The PEMFC, also called a solid polymer fuel cell, was first developed by General Electric in the United States in the 1960s for use by NASA (National Aeronautics and Space Administration) on their first manned space vehicles [1]. This type of fuel cell primarily depends on a special polymer membrane that is coated with highly dispersed catalyst particles. Hydrogen is fed to the membrane’s anode side (possibly at a pressure greater than atmospheric pressure) where the catalyst causes the hydrogen atoms to release its electrons and become H+ ions (protons)
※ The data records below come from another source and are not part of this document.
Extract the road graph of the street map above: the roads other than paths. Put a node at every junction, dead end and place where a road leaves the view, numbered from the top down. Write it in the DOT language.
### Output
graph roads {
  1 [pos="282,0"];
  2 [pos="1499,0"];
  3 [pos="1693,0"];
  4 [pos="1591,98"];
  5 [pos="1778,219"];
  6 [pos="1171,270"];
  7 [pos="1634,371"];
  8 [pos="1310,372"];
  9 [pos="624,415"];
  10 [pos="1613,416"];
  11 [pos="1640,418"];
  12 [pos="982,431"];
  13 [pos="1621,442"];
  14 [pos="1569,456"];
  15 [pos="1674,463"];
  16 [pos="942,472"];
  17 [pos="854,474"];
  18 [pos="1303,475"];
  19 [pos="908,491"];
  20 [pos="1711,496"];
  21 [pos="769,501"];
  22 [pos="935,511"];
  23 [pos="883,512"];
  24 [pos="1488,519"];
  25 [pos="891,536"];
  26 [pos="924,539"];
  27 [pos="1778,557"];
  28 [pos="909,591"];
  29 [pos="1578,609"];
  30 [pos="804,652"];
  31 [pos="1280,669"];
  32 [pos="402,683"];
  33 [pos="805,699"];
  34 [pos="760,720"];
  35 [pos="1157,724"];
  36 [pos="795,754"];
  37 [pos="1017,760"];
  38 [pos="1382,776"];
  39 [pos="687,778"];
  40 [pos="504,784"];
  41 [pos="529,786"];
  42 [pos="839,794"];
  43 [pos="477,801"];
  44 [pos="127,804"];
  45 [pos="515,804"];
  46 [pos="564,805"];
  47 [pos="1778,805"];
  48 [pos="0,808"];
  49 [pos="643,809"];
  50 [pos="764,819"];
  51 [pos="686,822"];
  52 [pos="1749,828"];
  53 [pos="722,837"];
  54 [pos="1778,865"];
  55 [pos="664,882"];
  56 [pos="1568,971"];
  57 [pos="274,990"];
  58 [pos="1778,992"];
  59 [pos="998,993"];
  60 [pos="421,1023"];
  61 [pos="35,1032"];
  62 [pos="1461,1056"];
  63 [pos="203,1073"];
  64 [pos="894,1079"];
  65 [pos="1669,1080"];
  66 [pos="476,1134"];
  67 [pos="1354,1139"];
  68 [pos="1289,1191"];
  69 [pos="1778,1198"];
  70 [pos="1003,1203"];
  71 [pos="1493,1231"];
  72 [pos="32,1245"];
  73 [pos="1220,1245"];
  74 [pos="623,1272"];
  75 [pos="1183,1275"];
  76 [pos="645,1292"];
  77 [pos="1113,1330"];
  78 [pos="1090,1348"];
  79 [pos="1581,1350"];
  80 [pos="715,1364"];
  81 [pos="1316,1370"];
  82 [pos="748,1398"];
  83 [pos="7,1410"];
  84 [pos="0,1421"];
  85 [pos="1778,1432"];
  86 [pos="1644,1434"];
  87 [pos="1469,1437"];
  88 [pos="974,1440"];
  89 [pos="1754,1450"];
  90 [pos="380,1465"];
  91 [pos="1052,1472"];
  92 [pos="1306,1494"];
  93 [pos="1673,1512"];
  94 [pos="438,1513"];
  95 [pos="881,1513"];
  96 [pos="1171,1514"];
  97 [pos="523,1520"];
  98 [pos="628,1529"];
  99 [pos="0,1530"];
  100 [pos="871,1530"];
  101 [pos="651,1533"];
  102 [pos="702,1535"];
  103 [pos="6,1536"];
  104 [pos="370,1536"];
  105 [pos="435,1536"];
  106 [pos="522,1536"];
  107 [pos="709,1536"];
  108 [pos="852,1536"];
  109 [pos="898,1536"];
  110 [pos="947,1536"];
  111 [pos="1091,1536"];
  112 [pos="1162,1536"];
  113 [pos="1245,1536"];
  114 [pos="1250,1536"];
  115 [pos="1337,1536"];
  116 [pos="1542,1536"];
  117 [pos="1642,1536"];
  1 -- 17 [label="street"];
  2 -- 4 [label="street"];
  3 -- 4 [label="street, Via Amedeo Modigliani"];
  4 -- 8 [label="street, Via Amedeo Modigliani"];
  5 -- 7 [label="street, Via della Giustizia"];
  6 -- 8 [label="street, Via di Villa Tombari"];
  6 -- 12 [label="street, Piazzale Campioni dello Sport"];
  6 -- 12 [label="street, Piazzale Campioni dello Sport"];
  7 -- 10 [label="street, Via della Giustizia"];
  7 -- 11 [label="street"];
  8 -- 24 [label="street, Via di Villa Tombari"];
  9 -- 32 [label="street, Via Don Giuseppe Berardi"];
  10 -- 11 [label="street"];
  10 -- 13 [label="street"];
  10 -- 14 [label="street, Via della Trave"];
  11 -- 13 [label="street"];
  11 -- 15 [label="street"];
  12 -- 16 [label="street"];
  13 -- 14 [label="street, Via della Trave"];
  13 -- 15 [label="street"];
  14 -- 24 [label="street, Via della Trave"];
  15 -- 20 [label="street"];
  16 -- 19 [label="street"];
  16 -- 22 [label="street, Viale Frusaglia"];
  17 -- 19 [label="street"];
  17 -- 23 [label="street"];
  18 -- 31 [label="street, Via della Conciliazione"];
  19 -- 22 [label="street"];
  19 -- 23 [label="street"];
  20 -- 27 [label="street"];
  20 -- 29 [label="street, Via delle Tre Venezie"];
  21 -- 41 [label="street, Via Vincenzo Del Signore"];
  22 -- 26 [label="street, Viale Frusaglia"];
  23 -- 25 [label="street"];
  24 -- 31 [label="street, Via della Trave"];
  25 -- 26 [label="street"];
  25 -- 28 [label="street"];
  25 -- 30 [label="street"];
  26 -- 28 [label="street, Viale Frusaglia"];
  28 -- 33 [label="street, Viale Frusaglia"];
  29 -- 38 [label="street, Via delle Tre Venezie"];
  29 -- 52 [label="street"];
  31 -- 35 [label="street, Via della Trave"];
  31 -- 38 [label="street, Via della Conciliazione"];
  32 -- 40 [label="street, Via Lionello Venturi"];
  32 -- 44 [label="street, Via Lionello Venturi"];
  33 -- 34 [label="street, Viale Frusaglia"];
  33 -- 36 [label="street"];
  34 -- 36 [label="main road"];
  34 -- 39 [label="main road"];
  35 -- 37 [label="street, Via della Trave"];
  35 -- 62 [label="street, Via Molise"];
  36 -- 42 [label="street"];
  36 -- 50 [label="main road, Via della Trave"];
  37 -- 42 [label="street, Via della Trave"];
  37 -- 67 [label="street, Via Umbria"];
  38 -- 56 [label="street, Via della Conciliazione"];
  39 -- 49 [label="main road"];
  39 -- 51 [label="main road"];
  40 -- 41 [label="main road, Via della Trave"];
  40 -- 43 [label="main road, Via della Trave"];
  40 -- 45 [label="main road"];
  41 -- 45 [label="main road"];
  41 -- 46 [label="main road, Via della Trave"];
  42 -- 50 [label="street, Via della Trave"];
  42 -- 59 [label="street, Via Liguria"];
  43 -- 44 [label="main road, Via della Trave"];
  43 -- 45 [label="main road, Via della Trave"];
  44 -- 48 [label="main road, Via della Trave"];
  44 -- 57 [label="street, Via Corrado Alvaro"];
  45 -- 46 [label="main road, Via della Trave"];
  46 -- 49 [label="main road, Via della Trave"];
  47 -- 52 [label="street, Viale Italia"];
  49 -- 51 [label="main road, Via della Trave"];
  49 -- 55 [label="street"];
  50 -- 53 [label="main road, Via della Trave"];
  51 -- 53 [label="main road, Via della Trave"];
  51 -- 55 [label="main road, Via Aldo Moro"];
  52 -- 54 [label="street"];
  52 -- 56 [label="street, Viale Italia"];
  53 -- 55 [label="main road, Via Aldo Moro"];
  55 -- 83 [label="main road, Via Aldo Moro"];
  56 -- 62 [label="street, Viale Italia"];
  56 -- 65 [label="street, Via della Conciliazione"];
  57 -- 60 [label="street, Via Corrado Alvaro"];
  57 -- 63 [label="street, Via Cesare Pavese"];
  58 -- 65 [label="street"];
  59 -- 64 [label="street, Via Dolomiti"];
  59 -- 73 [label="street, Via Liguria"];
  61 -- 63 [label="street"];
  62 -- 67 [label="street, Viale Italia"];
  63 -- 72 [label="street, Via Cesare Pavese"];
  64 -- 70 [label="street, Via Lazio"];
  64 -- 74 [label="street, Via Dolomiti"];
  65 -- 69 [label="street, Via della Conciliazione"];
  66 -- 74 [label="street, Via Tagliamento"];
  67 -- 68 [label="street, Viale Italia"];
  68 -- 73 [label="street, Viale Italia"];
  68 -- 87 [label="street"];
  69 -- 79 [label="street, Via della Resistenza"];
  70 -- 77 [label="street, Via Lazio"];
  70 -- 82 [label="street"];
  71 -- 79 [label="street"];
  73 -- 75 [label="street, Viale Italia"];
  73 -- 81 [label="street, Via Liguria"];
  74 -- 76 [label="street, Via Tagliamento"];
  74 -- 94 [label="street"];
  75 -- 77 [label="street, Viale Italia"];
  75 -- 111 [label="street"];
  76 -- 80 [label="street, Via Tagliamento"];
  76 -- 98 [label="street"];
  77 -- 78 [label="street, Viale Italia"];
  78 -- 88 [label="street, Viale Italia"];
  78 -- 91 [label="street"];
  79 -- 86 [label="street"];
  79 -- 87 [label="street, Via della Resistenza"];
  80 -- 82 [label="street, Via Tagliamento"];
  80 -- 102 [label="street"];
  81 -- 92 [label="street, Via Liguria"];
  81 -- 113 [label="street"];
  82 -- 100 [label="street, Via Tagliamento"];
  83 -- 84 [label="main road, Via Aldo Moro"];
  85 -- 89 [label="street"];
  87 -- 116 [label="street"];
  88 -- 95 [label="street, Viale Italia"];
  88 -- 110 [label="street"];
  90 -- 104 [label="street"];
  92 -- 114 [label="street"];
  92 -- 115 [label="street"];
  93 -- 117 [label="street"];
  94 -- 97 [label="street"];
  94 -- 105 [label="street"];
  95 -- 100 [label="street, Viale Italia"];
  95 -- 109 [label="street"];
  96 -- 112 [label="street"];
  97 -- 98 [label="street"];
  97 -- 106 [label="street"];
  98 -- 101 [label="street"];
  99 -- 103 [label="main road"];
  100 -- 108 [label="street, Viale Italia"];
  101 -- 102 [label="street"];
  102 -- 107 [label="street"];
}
(2.1)$$2{\text{H}}_2\to 4{\text{H}}^{+}+4{\text{e}}^{-}$$

as shown in Figure 2.1. The proton exchange membrane (PEM) only allows the H⁺ ions to pass through it, whereas the electrons are collected and utilized as electricity by an outside electrical circuit (doing useful work) before they reach the cathode side. There, the electrons and the hydrogen ions diffusing through the membrane combine with the supplied oxygen (typically from air) to form water, which is a reaction that releases energy in the form of heat

(2.2)$$4{\text{e}}^{-}+4{\text{H}}^{+}+{\text{O}}_2\to 2{\text{H}}_2\text{O}$$

This water by-product must be removed to prevent the cell from being flooded and rendered inoperative (more details later). In addition, any unu...